Ein Mythos, der nur dazu dient, die Bedürftigkeitsprüfung als Kontrolle aufrechtzuerhalten. Ein bGE schließt in keiner Weise aus, daß auch Sonderbedarfe gedeckt werden, denn nur dann ist die Würde des Menschen, nicht des Erwerbstätigen, gewahrt. Die Frage ist, welche Würde grundlegender ist? Für die bGE-Befürworter ist die Antwort eindeutig, denn Würde kann es nur geben, wo es Freiheit und Vertrauen in den Einzelnen, in die Bürger also, gibt.
Er fährt fort: „Die Finanzierungslasten eines bedingungslosen Grundeinkommens für alle müßten die Summe aller eingesparten staatlichen Transferleistungen erheblich überschreiten, wenn das Grundeinkommen das Existenzminimum absichern soll“.
Auch das ist ein Mythos. Doch wer Haushalte als statische Größen betrachtet, muß dies so sehen. Hier wird die gestaltende Kraft, die ein bGE entfalten könnte, mit dem Taschenrechner bestimmt, statt sich die Wirkzusammenhänge vor Augen zu führen.

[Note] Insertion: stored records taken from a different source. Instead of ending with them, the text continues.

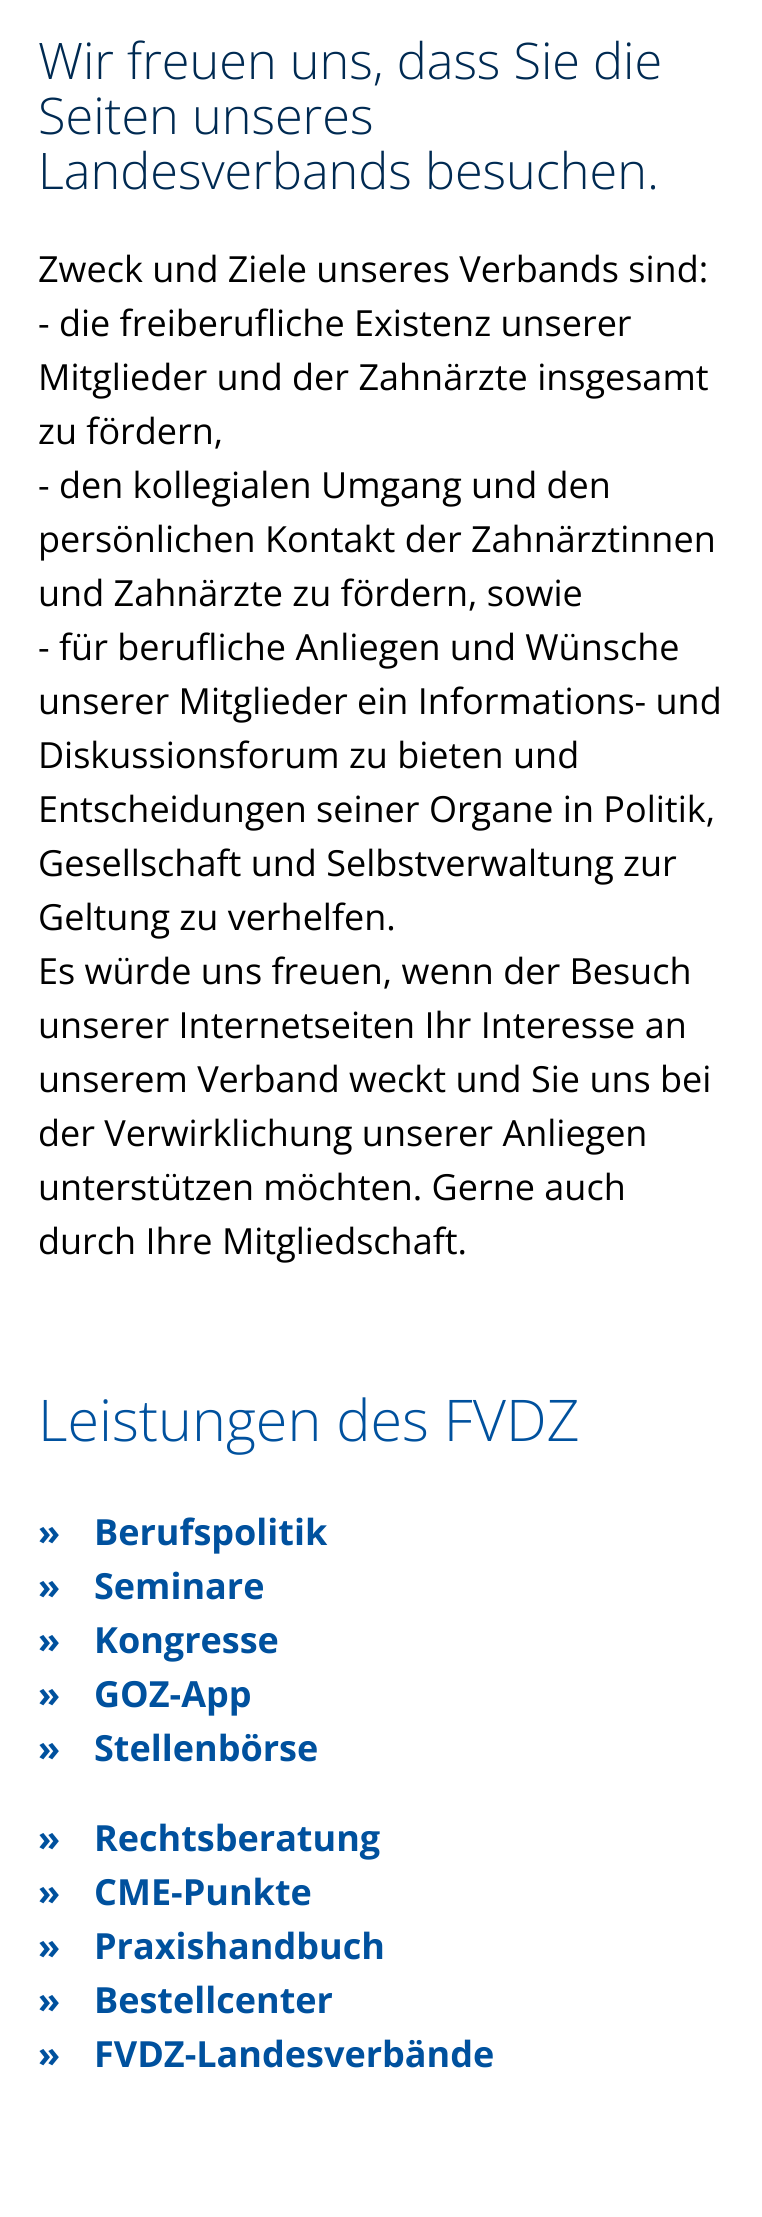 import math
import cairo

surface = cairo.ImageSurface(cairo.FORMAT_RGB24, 762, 2217)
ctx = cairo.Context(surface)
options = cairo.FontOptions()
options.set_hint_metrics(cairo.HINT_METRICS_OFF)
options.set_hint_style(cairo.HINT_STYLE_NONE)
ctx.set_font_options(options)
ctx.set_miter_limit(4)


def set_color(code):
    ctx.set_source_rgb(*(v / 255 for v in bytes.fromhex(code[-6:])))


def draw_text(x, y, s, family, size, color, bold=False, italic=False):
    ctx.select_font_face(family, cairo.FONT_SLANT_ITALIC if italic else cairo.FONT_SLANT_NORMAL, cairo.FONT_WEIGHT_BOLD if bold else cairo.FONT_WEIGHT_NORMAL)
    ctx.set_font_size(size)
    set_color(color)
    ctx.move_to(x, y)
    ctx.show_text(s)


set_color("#ffffff")
ctx.paint()
draw_text(38, 79, "Wir freuen uns, dass Sie die", "Open Sans Light", 50.4, "#002a52")
draw_text(38, 134, "Seiten unseres", "Open Sans Light", 50.4, "#002a52")
draw_text(38, 189, "Landesverbands besuchen.", "Open Sans Light", 50.4, "#002a52")
draw_text(38, 282, "Zweck und Ziele unseres Verbands sind:", "Open Sans", 36, "#000000")
draw_text(38, 336, "- die freiberufliche Existenz unserer", "Open Sans", 36, "#000000")
draw_text(38, 390, "Mitglieder und der Zahnärzte insgesamt", "Open Sans", 36, "#000000")
draw_text(38, 444, "zu fördern,", "Open Sans", 36, "#000000")
draw_text(38, 498, "- den kollegialen Umgang und den", "Open Sans", 36, "#000000")
draw_text(38, 552, "persönlichen Kontakt der Zahnärztinnen", "Open Sans", 36, "#000000")
draw_text(38, 606, "und Zahnärzte zu fördern, sowie", "Open Sans", 36, "#000000")
draw_text(38, 660, "- für berufliche Anliegen und Wünsche", "Open Sans", 36, "#000000")
draw_text(38, 714, "unserer Mitglieder ein Informations- und", "Open Sans", 36, "#000000")
draw_text(38, 768, "Diskussionsforum zu bieten und", "Open Sans", 36, "#000000")
draw_text(38, 822, "Entscheidungen seiner Organe in Politik,", "Open Sans", 36, "#000000")
draw_text(38, 876, "Gesellschaft und Selbstverwaltung zur", "Open Sans", 36, "#000000")
draw_text(38, 930, "Geltung zu verhelfen.", "Open Sans", 36, "#000000")
draw_text(38, 984, "Es würde uns freuen, wenn der Besuch", "Open Sans", 36, "#000000")
draw_text(38, 1038, "unserer Internetseiten Ihr Interesse an", "Open Sans", 36, "#000000")
draw_text(38, 1092, "unserem Verband weckt und Sie uns bei", "Open Sans", 36, "#000000")
draw_text(38, 1146, "der Verwirklichung unserer Anliegen", "Open Sans", 36, "#000000")
draw_text(38, 1200, "unterstützen möchten. Gerne auch", "Open Sans", 36, "#000000")
draw_text(38, 1254, "durch Ihre Mitgliedschaft.", "Open Sans", 36, "#000000")
draw_text(38, 1441, "Leistungen des FVDZ", "Open Sans Light", 57.5, "#00519e")
draw_text(38, 1545, "»", "Open Sans", 36, "#00519e", bold=True)
draw_text(94, 1545, "Berufspolitik", "Open Sans", 36, "#00519e", bold=True)
draw_text(38, 1599, "»", "Open Sans", 36, "#00519e", bold=True)
draw_text(94, 1599, "Seminare", "Open Sans", 36, "#00519e", bold=True)
draw_text(38, 1653, "»", "Open Sans", 36, "#00519e", bold=True)
draw_text(94, 1653, "Kongresse", "Open Sans", 36, "#00519e", bold=True)
draw_text(38, 1707, "»", "Open Sans", 36, "#00519e", bold=True)
draw_text(94, 1707, "GOZ-App", "Open Sans", 36, "#00519e", bold=True)
draw_text(38, 1761, "»", "Open Sans", 36, "#00519e", bold=True)
draw_text(94, 1761, "Stellenbörse", "Open Sans", 36, "#00519e", bold=True)
draw_text(38, 1851, "»", "Open Sans", 36, "#00519e", bold=True)
draw_text(94, 1851, "Rechtsberatung", "Open Sans", 36, "#00519e", bold=True)
draw_text(38, 1905, "»", "Open Sans", 36, "#00519e", bold=True)
draw_text(94, 1905, "CME-Punkte", "Open Sans", 36, "#00519e", bold=True)
draw_text(38, 1959, "»", "Open Sans", 36, "#00519e", bold=True)
draw_text(94, 1959, "Praxishandbuch", "Open Sans", 36, "#00519e", bold=True)
draw_text(38, 2013, "»", "Open Sans", 36, "#00519e", bold=True)
draw_text(94, 2013, "Bestellcenter", "Open Sans", 36, "#00519e", bold=True)
draw_text(38, 2067, "»", "Open Sans", 36, "#00519e", bold=True)
draw_text(94, 2067, "FVDZ-Landesverbände", "Open Sans", 36, "#00519e", bold=True)
surface.write_to_png("output.png")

Und weiter: „Die Vorstellung, zusätzliche Gegenfinanzierungsmittel über eine drastische Erhöhung der Verbrauchsteuern einzunehmen, verrät unschwer die Absicht neuerlicher Umverteilung zu Lasten aller, die den größten Teil ihres Einkommens für den Konsum ausgeben müssen. Das Grundeinkommen, wie bei Götz W. Werner angelegt, ist im eigentlichen Sinne Nebenprodukt einer neuen Steuersystematik, die den Unternehmen und Vermögenden nützt und allen anderen schadet. (Paul Kirchhoff lässt grüßen!)“.

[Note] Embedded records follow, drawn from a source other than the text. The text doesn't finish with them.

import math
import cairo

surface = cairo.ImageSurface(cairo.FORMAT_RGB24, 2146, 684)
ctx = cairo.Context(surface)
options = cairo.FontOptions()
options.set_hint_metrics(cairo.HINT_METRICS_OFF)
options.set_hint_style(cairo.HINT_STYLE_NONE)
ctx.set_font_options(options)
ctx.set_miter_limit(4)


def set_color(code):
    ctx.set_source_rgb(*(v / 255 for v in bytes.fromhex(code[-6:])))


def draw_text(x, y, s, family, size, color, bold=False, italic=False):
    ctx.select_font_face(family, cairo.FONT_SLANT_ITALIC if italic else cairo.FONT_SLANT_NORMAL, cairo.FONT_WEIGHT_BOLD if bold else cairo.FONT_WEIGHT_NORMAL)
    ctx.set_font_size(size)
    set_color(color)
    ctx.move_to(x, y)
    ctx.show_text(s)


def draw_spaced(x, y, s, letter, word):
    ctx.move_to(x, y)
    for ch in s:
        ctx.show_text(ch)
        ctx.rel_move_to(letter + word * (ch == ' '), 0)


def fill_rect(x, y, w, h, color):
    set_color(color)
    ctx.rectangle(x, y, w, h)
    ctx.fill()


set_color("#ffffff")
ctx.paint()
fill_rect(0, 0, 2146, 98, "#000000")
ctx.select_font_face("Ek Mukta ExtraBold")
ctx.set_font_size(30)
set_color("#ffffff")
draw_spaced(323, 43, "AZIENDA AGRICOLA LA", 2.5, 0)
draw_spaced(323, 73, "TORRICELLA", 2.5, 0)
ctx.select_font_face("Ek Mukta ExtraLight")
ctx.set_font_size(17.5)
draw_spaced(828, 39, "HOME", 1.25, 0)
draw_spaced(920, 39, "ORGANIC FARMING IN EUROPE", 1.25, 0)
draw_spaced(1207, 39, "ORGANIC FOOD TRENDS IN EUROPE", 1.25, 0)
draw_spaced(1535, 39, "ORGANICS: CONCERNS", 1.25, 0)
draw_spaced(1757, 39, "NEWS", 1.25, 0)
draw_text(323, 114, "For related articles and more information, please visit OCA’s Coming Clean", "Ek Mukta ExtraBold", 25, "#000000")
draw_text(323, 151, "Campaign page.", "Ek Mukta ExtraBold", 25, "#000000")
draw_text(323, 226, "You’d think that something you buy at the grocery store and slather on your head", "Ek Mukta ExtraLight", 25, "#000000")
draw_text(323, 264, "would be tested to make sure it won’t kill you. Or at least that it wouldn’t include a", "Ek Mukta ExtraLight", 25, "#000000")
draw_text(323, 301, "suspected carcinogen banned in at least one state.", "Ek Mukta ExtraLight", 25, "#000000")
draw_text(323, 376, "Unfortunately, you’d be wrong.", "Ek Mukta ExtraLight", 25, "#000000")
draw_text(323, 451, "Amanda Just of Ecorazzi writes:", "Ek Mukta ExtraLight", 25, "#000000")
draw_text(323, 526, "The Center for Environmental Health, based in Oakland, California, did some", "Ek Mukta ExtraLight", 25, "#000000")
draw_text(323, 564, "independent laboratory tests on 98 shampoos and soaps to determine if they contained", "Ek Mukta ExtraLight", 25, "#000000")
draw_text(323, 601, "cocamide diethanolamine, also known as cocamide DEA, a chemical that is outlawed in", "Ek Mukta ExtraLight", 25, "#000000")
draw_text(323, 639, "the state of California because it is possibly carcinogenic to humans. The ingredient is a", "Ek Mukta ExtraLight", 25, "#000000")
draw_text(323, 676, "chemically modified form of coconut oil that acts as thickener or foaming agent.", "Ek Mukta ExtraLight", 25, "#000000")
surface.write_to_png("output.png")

Da muß der alte Klassenfeind bemüht werden. Eine Auseinandersetzung mit Götz W. Werners bzw. Benediktus Hardorps Argumentation zeigt auf einfache Weise, wer heute bei aller Einkommenbesteuerung die Steuerlast trägt: der Verbraucher. Wenn von einer gerechten Verteilung der Lasten die Rede ist, dann muß auch betrachtet werden, was ein Steuersystem wie bewertet: Wollen wir die Nutzung von Geldmitteln für Investitionen, Schenkungen und Konsum zum Ausgangspunkt der Besteuerung machen oder die Verfügbarkeit über Geldeinkommen? Messen wir jemanden an seinem Handeln, was er also mit seinem Geld macht, oder daran, wieviel er hat? Die Konsumsteuer bewertet das Handeln, denn das ist für unser Gemeinwesen entscheidend.

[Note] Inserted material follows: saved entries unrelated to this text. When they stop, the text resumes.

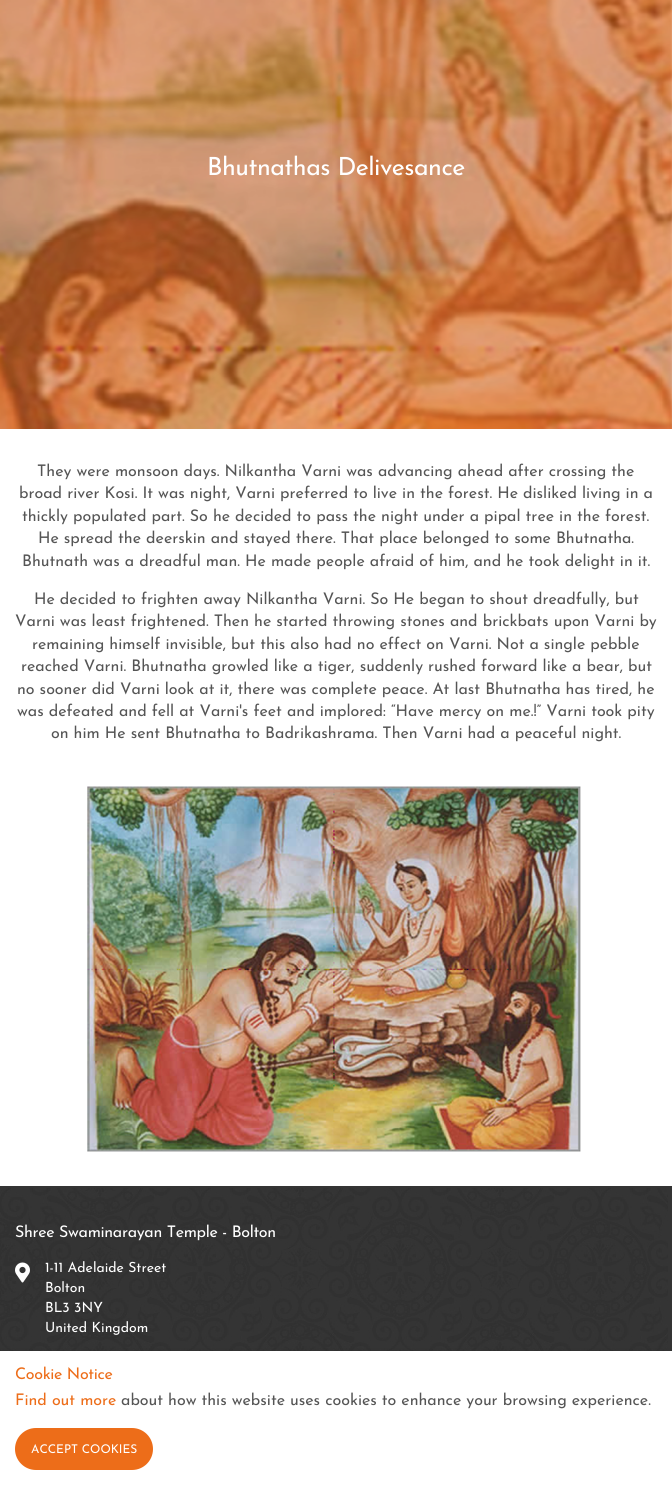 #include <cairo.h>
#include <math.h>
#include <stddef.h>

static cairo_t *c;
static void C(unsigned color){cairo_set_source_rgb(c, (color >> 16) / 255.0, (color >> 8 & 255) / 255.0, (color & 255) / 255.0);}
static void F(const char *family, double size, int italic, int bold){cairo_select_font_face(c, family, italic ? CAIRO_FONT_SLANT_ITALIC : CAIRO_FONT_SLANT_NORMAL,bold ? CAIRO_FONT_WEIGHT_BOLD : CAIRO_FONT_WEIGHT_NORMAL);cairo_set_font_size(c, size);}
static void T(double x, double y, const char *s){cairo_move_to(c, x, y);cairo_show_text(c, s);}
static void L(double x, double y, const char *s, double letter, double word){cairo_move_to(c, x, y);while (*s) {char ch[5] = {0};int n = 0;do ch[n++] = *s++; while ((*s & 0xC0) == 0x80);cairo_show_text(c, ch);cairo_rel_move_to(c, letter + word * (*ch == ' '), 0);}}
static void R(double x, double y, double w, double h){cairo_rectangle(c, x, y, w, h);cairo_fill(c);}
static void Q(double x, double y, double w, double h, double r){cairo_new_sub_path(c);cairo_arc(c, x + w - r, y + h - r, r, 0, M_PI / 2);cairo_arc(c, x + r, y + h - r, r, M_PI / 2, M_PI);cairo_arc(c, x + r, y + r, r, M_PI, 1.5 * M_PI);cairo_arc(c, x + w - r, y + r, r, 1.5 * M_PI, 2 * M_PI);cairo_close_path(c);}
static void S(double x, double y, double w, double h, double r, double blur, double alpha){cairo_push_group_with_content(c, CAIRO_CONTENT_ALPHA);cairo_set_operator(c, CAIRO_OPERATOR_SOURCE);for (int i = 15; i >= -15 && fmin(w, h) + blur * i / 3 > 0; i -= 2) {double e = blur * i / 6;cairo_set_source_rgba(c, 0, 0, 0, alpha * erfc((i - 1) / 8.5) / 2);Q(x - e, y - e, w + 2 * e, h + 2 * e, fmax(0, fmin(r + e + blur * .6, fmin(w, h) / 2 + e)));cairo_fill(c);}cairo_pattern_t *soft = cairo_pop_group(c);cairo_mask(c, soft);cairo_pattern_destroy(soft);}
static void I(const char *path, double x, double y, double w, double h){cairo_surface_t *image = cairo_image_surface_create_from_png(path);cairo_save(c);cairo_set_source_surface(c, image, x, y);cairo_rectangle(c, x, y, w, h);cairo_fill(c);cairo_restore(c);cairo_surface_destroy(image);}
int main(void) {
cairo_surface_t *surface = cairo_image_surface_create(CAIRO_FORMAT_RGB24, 672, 1485);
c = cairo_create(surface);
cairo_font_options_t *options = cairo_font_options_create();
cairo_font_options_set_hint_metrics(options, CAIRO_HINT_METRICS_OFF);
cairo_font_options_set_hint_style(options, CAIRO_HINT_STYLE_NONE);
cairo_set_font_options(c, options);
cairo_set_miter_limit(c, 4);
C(0xffffff);
cairo_paint(c);
I("1.png",0,0,672,429);
F("Josefin Sans Thin",25,0,0);
C(0xffffff);
L(207,175,"Bhutnathas Delivesance",-.5,0);
F("Josefin Sans Thin",16,0,0);
C(0x555555);
T(37,476,"They were monsoon days. Nilkantha Varni was advancing ahead after crossing the");
T(19,498,"broad river Kosi. It was night, Varni preferred to live in the forest. He disliked living in a");
T(22,521,"thickly populated part. So he decided to pass the night under a pipal tree in the forest.");
T(38,543,"He spread the deerskin and stayed there. That place belonged to some Bhutnatha.");
T(22,566,"Bhutnath was a dreadful man. He made people afraid of him, and he took delight in it.");
T(34,604,"He decided to frighten away Nilkantha Varni. So He began to shout dreadfully, but");
T(15,626,"Varni was least frightened. Then he started throwing stones and brickbats upon Varni by");
T(32,649,"remaining himself invisible, but this also had no effect on Varni. Not a single pebble");
T(21,671,"reached Varni. Bhutnatha growled like a tiger, suddenly rushed forward like a bear, but");
T(17,694,"no sooner did Varni look at it, there was complete peace. At last Bhutnatha has tired, he");
T(17,716,"was defeated and fell at Varni's feet and implored: “Have mercy on me.!” Varni took pity");
T(51,738,"on him He sent Bhutnatha to Badrikashrama. Then Varni had a peaceful night.");
I("2.png",87,786,494,366);
C(0x343434);
R(0,1186,672,165);
I("3.png",0,1188,668,163);
C(0xffffff);
L(15,1237,"Shree Swaminarayan Temple - Bolton",-.3,0);
I("4.png",15,1262,15,21);
F("Josefin Sans Thin",14,0,0);
T(45,1272,"1-11 Adelaide Street");
T(45,1292,"Bolton");
T(45,1312,"BL3 3NY");
T(45,1332,"United Kingdom");
C(0x000000);
S(0,1351,672,134,0,2.5,.1);
C(0xffffff);
R(0,1351,672,134);
F("Josefin Sans Thin",16,0,0);
C(0xed6d19);
L(15,1379,"Cookie Notice",-.3,0);
T(15,1405,"Find out more");
C(0x555555);
T(121,1405,"about how this website uses cookies to enhance your browsing experience.");
C(0xed6d19);
Q(15,1428,138,42,21);
cairo_fill(c);
F("Josefin Sans Thin",12,0,0);
C(0xffffff);
T(31,1453,"ACCEPT COOKIES");
cairo_surface_write_to_png(surface, "o.png");
cairo_font_options_destroy(options);
cairo_destroy(c);
cairo_surface_destroy(surface);
return 0;
}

Zum Schluß heißt es: „Die individuelle Entscheidung, nicht am Erwerbsleben teilhaben zu wollen, gehört nach dem Grundverständnis der Gewerkschaften – und wohl auch nach allgemeiner Auffassung der meisten Bürgerinnen und Bürger – nicht zu den Tatbeständen, die eine gesellschaftliche Unterstützungsleistung auslösen sollten“.
Und warum nicht? Etwa weil all die anderen Leistungen in Familie, Ehrenamt und bürgerschaftlichem Engagement wertlos sind? Hier sollten die Gewerkschaften offen aussprechen, daß sie Erwerbsarbeitsfetischismus betreiben und dem Einzelnen nicht vertrauen, statt sich hinter allgemeinen Formeln zu verstecken.
Das Fazit, das Herr Schabedoth zieht, ist bezeichnend: „Das vorerst letzte gesellschaftliche Großexperiment, einen gesamten Staat als eine Art Beschäftigungsgesellschaft zu organisieren, ist bekanntermaßen gescheitert“. Genau, ließe sich ihm zustimmen, das will das bGE eben nicht, eine Erwerbstätigengesellschaft. Phänomenal ist die Verkehrung der Sachlage ins Gegenteil. Es sin
d doch die Gewerkschaften unter anderen, die genau diese Haltung nicht aufgeben wollen: das Gemeinwesen als Beschäftigten- und Beschäftigungsgesellschaft zu begreifen. Verkehrte Welt.